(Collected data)
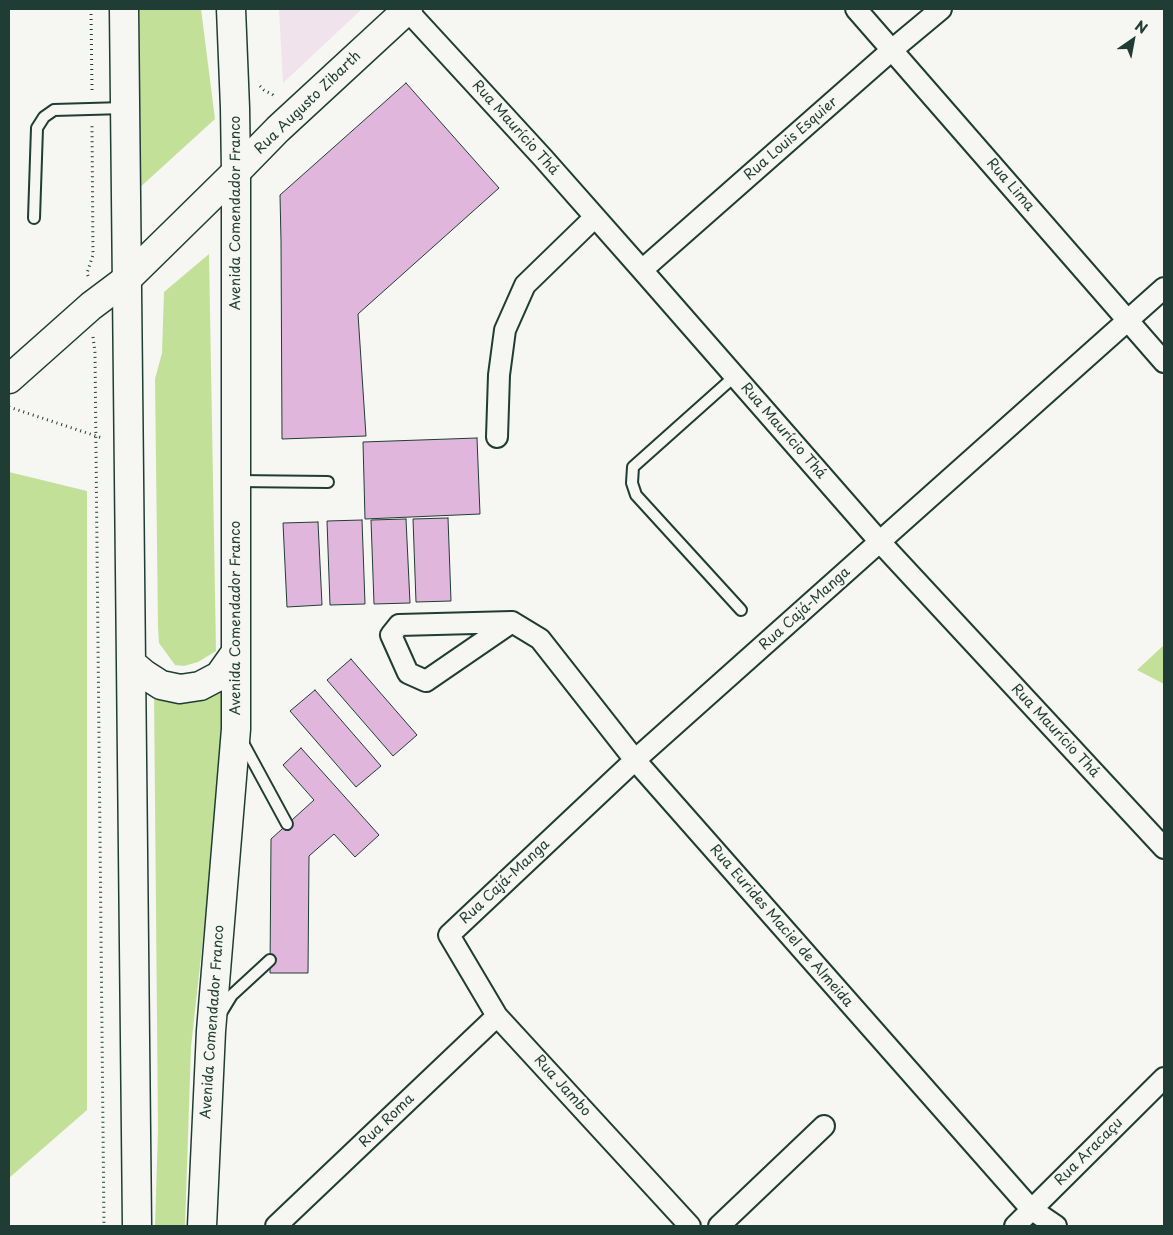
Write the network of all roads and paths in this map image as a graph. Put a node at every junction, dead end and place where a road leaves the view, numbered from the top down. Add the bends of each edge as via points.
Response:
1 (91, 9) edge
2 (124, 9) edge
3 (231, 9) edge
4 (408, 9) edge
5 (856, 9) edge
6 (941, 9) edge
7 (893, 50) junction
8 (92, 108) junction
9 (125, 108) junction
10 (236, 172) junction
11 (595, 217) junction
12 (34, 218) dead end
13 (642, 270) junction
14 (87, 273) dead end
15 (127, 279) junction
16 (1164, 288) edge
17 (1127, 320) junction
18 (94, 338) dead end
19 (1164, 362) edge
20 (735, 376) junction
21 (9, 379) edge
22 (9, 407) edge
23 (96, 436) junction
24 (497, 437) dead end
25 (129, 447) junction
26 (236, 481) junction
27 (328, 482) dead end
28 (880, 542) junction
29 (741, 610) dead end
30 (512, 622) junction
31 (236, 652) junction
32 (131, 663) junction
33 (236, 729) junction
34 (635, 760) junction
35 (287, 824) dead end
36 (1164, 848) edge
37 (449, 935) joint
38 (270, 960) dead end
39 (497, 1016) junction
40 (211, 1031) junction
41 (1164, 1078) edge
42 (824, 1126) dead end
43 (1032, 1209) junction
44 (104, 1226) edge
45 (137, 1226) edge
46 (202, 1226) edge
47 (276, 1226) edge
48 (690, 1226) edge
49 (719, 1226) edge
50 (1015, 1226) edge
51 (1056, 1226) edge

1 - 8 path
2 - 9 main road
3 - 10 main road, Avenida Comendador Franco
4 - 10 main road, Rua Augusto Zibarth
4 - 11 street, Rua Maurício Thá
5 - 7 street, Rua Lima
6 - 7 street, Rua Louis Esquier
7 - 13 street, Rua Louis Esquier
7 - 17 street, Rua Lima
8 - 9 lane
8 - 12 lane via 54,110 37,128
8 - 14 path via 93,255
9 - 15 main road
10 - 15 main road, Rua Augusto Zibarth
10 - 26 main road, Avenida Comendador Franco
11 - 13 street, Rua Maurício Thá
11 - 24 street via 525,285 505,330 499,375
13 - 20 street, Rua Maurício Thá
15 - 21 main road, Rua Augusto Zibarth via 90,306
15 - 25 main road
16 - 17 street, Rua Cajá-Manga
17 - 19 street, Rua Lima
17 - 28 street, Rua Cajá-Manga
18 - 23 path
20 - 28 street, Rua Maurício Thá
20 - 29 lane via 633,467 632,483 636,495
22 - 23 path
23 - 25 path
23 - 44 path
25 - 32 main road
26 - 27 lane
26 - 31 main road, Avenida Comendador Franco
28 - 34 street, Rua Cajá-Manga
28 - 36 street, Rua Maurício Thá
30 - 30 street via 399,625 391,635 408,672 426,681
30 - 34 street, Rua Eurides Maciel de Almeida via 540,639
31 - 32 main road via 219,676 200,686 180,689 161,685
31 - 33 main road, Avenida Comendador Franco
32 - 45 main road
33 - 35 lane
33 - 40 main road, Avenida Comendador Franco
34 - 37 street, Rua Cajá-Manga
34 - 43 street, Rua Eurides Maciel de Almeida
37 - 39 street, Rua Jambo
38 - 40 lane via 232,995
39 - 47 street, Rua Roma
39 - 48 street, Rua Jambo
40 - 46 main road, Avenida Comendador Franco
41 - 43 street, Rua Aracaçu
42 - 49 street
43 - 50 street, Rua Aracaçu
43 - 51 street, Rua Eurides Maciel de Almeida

*Task directions*: Would you output each entry exactly and leave the pictures behind?

*Response to the task*:
Write the network of all roads and paths in this map image as a graph. Put a node at every junction, dead end and place where a road leaves the view, numbered from the top down. Add the bends of each edge as via points.
Response:
1 (91, 9) edge
2 (124, 9) edge
3 (231, 9) edge
4 (408, 9) edge
5 (856, 9) edge
6 (941, 9) edge
7 (893, 50) junction
8 (92, 108) junction
9 (125, 108) junction
10 (236, 172) junction
11 (595, 217) junction
12 (34, 218) dead end
13 (642, 270) junction
14 (87, 273) dead end
15 (127, 279) junction
16 (1164, 288) edge
17 (1127, 320) junction
18 (94, 338) dead end
19 (1164, 362) edge
20 (735, 376) junction
21 (9, 379) edge
22 (9, 407) edge
23 (96, 436) junction
24 (497, 437) dead end
25 (129, 447) junction
26 (236, 481) junction
27 (328, 482) dead end
28 (880, 542) junction
29 (741, 610) dead end
30 (512, 622) junction
31 (236, 652) junction
32 (131, 663) junction
33 (236, 729) junction
34 (635, 760) junction
35 (287, 824) dead end
36 (1164, 848) edge
37 (449, 935) joint
38 (270, 960) dead end
39 (497, 1016) junction
40 (211, 1031) junction
41 (1164, 1078) edge
42 (824, 1126) dead end
43 (1032, 1209) junction
44 (104, 1226) edge
45 (137, 1226) edge
46 (202, 1226) edge
47 (276, 1226) edge
48 (690, 1226) edge
49 (719, 1226) edge
50 (1015, 1226) edge
51 (1056, 1226) edge

1 - 8 path
2 - 9 main road
3 - 10 main road, Avenida Comendador Franco
4 - 10 main road, Rua Augusto Zibarth
4 - 11 street, Rua Maurício Thá
5 - 7 street, Rua Lima
6 - 7 street, Rua Louis Esquier
7 - 13 street, Rua Louis Esquier
7 - 17 street, Rua Lima
8 - 9 lane
8 - 12 lane via 54,110 37,128
8 - 14 path via 93,255
9 - 15 main road
10 - 15 main road, Rua Augusto Zibarth
10 - 26 main road, Avenida Comendador Franco
11 - 13 street, Rua Maurício Thá
11 - 24 street via 525,285 505,330 499,375
13 - 20 street, Rua Maurício Thá
15 - 21 main road, Rua Augusto Zibarth via 90,306
15 - 25 main road
16 - 17 street, Rua Cajá-Manga
17 - 19 street, Rua Lima
17 - 28 street, Rua Cajá-Manga
18 - 23 path
20 - 28 street, Rua Maurício Thá
20 - 29 lane via 633,467 632,483 636,495
22 - 23 path
23 - 25 path
23 - 44 path
25 - 32 main road
26 - 27 lane
26 - 31 main road, Avenida Comendador Franco
28 - 34 street, Rua Cajá-Manga
28 - 36 street, Rua Maurício Thá
30 - 30 street via 399,625 391,635 408,672 426,681
30 - 34 street, Rua Eurides Maciel de Almeida via 540,639
31 - 32 main road via 219,676 200,686 180,689 161,685
31 - 33 main road, Avenida Comendador Franco
32 - 45 main road
33 - 35 lane
33 - 40 main road, Avenida Comendador Franco
34 - 37 street, Rua Cajá-Manga
34 - 43 street, Rua Eurides Maciel de Almeida
37 - 39 street, Rua Jambo
38 - 40 lane via 232,995
39 - 47 street, Rua Roma
39 - 48 street, Rua Jambo
40 - 46 main road, Avenida Comendador Franco
41 - 43 street, Rua Aracaçu
42 - 49 street
43 - 50 street, Rua Aracaçu
43 - 51 street, Rua Eurides Maciel de Almeida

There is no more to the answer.